XenoPort Inc. and ALZA Corp. are teaming up in a drug delivery pact.
They entered a collaboration to develop drugs that combine XenoPort's active transport technologies and ALZA's oral drug delivery technologies. Specifically, they intend to improve three existing products that can be better absorbed throughout the gastrointestinal tract.
"The drug delivery industry has developed a number of different formulation technologies for dealing with drugs that have short half-lives - controlled-release technologies," XenoPort President and CEO Ronald Barrett told BioWorld Today. "In order for them to work, the drug molecule that you put in this formulation has to be absorbable throughout the length of the intestine - most importantly in the lower intestine, the colon."
Under the multiyear agreement, they will collaborate to identify prodrug versions of three unspecified drugs. ALZA, a unit of New Brunswick, N.J.-based Johnson & Johnson, will further develop the prodrugs to create products with improved pharmacokinetic and therapeutic profiles.
"They are in multiple therapeutic areas, addressing important medical needs and existing large markets," Barrett said.
ALZA will make an up-front payment to Santa Clara, Calif.-based XenoPort, whose technology is designed to enhance drug absorption by creating prodrugs that are recognized by a body's natural absorption mechanisms. Mountain View, Calif.-based ALZA also will fund research and preclinical development at XenoPort, and pay for subsequent technical and clinical development of resulting products, for which it would pay XenoPort milestones and royalties.
More specific financial terms were not disclosed, though Barrett called the deal both balanced and favorable in generating revenue for the three-year-old private company.
Barrett said the agreement, XenoPort's first such deal, also achieves more than a financial goal for the firm. He pointed to the collaboration as a validation.

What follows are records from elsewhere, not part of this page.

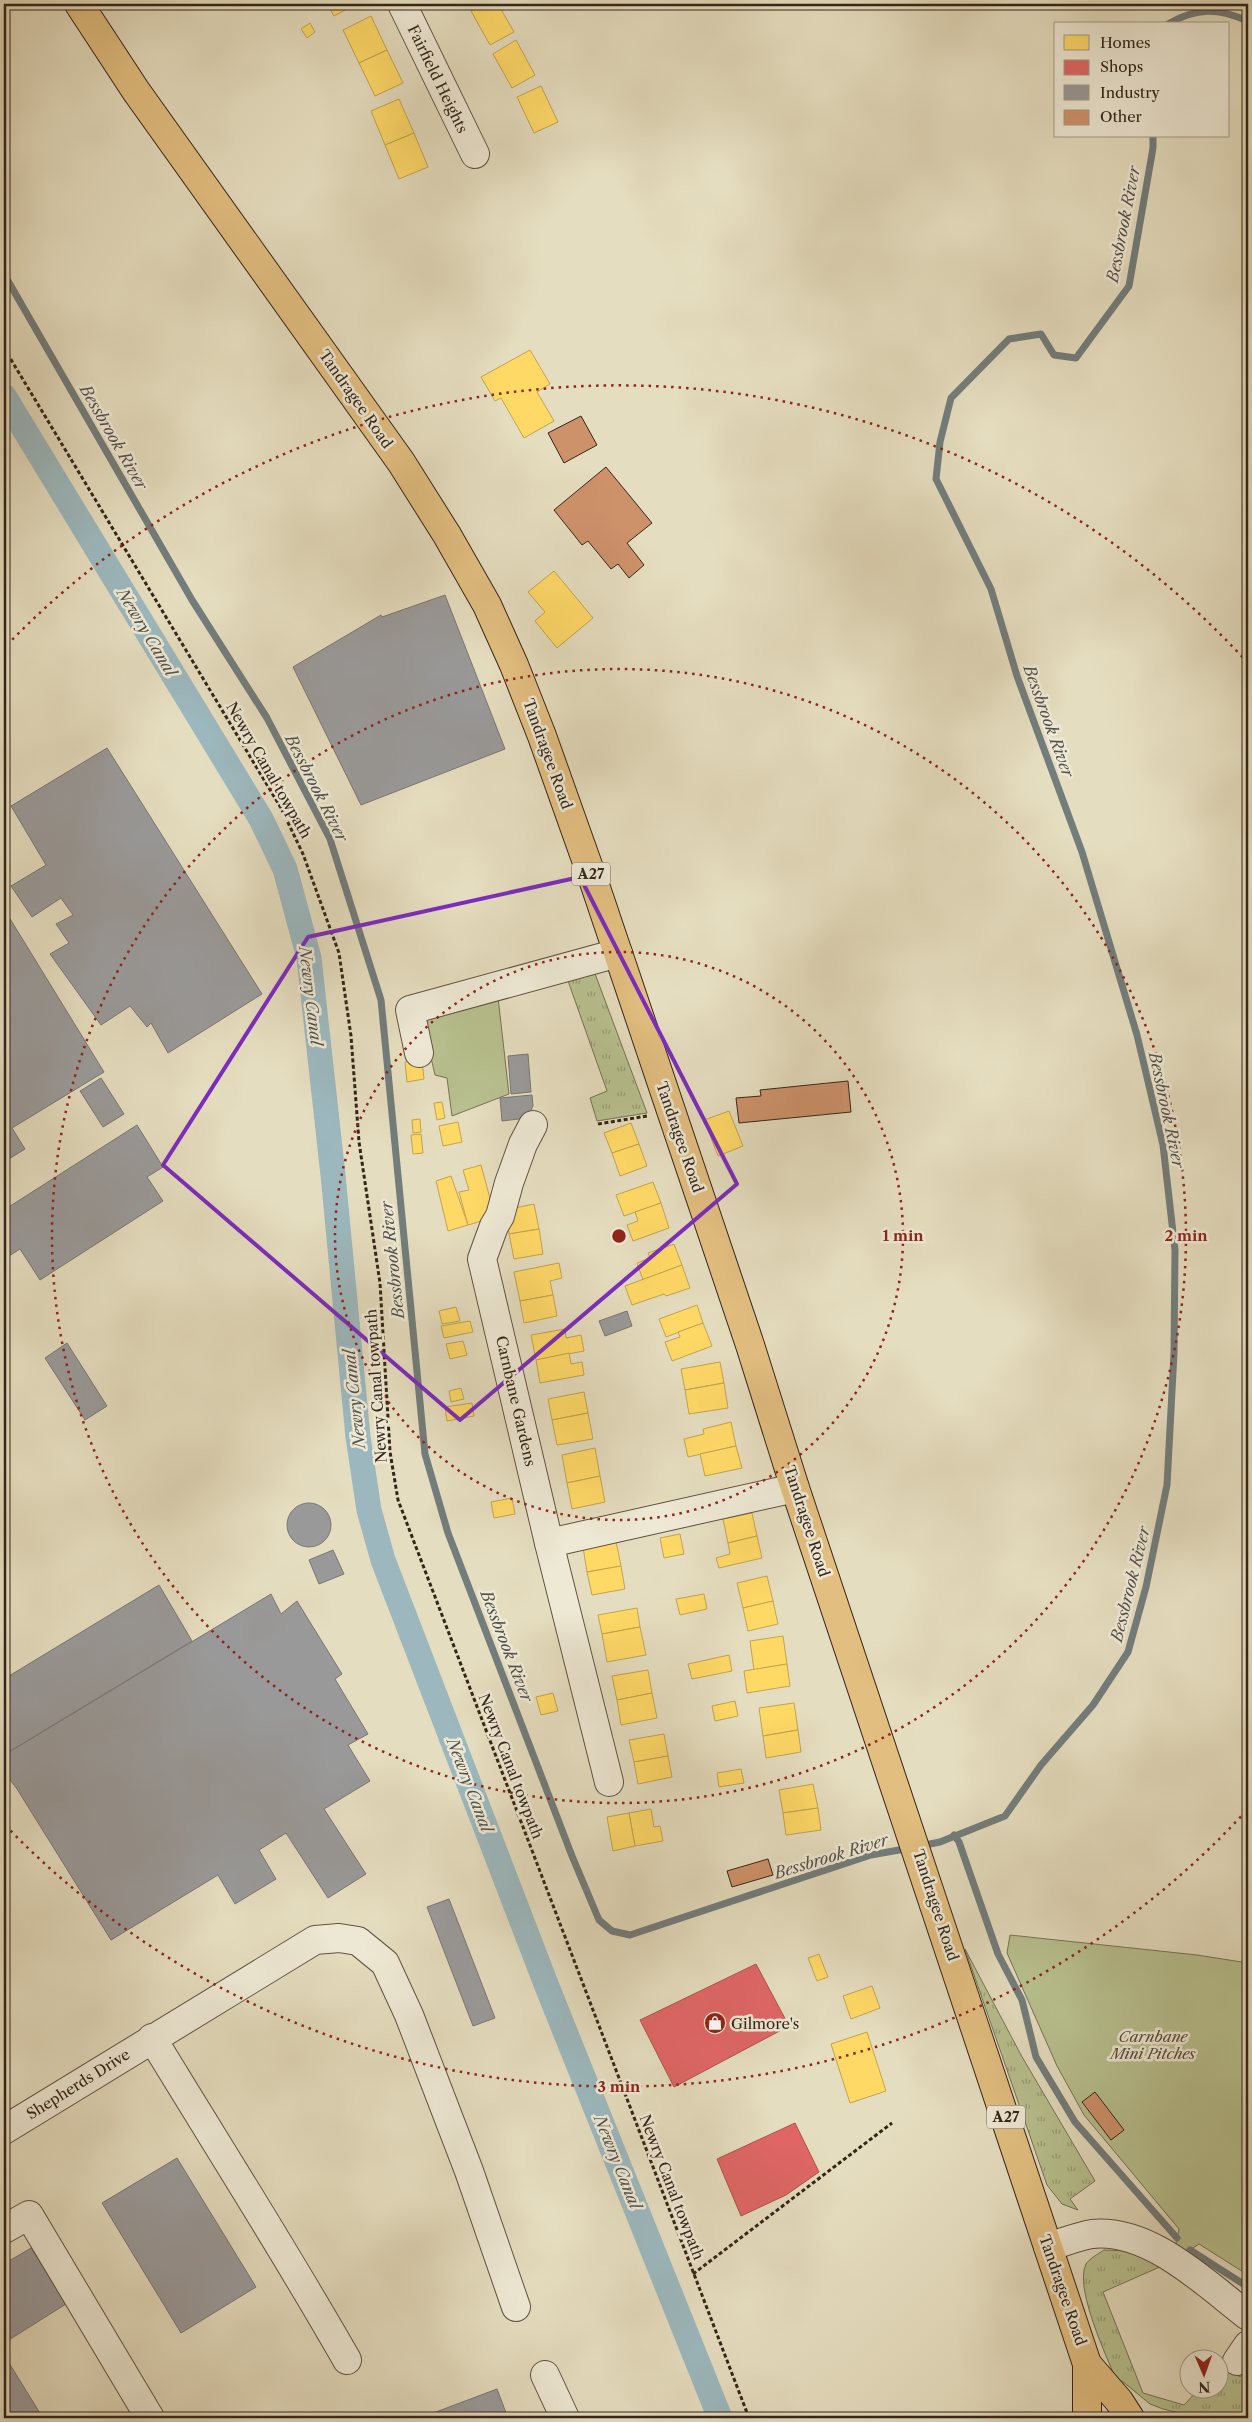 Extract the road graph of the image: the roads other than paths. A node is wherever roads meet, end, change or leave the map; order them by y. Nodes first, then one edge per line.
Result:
1 (79, 4) edge
2 (402, 4) edge
3 (475, 154) dead end
4 (618, 953) junction
5 (419, 1054) dead end
6 (533, 1125) dead end
7 (795, 1488) junction
8 (549, 1543) junction
9 (608, 1782) dead end
10 (152, 2038) junction
11 (4, 2130) edge
12 (4, 2223) edge
13 (1048, 2247) junction
14 (516, 2307) dead end
15 (1248, 2316) edge
16 (347, 2360) dead end
17 (1087, 2364) junction
18 (545, 2375) dead end
19 (150, 2418) edge
20 (565, 2418) edge
21 (1087, 2418) edge
22 (1130, 2418) edge

1 - 4 highway, Tandragee Road / A27
2 - 3 street, Fairfield Heights
4 - 5 street
4 - 7 highway, Tandragee Road / A27
6 - 8 street, Carnbane Gardens
7 - 8 street
7 - 13 highway, Tandragee Road / A27
8 - 9 street, Carnbane Gardens
10 - 11 street, Shepherds Drive
10 - 14 street, Shepherds Drive
10 - 16 street
12 - 19 street
13 - 15 street
13 - 17 highway, Tandragee Road / A27
17 - 21 highway, Tandragee Road / A27
17 - 22 highway, Tandragee Road / A27
18 - 20 street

"XenoPort's overall technology mission is to enhance the bioavailabilty of drugs by modifying their structure so that they take advantage of active transport mechanisms that various tissues and cells express," Barrett said, adding that the company's chief focus centers on the oral absorption of drug molecules. "ALZA is a pioneer and remains one of the premier groups in oral, controlled-release technologies, and they were interested in working with us to come up with these modified versions of existing drugs so that they could be utilized with its OROS technology."
He said an ongoing program at XenoPort has served as proof of the technology's concept. The company plans to submit this year an investigational new drug application for its prodrug version of gabapentin (Neurontin, from Pfizer Inc.). Barrett said the drug, used to treat neuropathic pain, epilepsy and other central nervous system disorders, is dosed frequently with various inconsistent absorption rates.
"These are problems that we have been able to fix with our actively transported prodrug version of gabapentin," he said. "Our molecule is absorbed to a higher degree than gabapentin itself, it rapidly converts to gabapentin once it enters the body in the GI tract, and it is absorbable throughout the length of the intestine so that we can combine this prodrug with oral, controlled-release technology to reduce the frequency of dosing."
Barrett said XenoPort expects to begin Phase I testing late this year, with the intent to demonstrate the pharmacokinetic superiority of the reformulated version of gabapentin. It is not yet partnered, and Barrett said XenoPort would retain its rights at least through early clinical testing.
Other programs at the company include earlier-stage programs with both in vitro and in vivo proof of concept for other undisclosed molecules.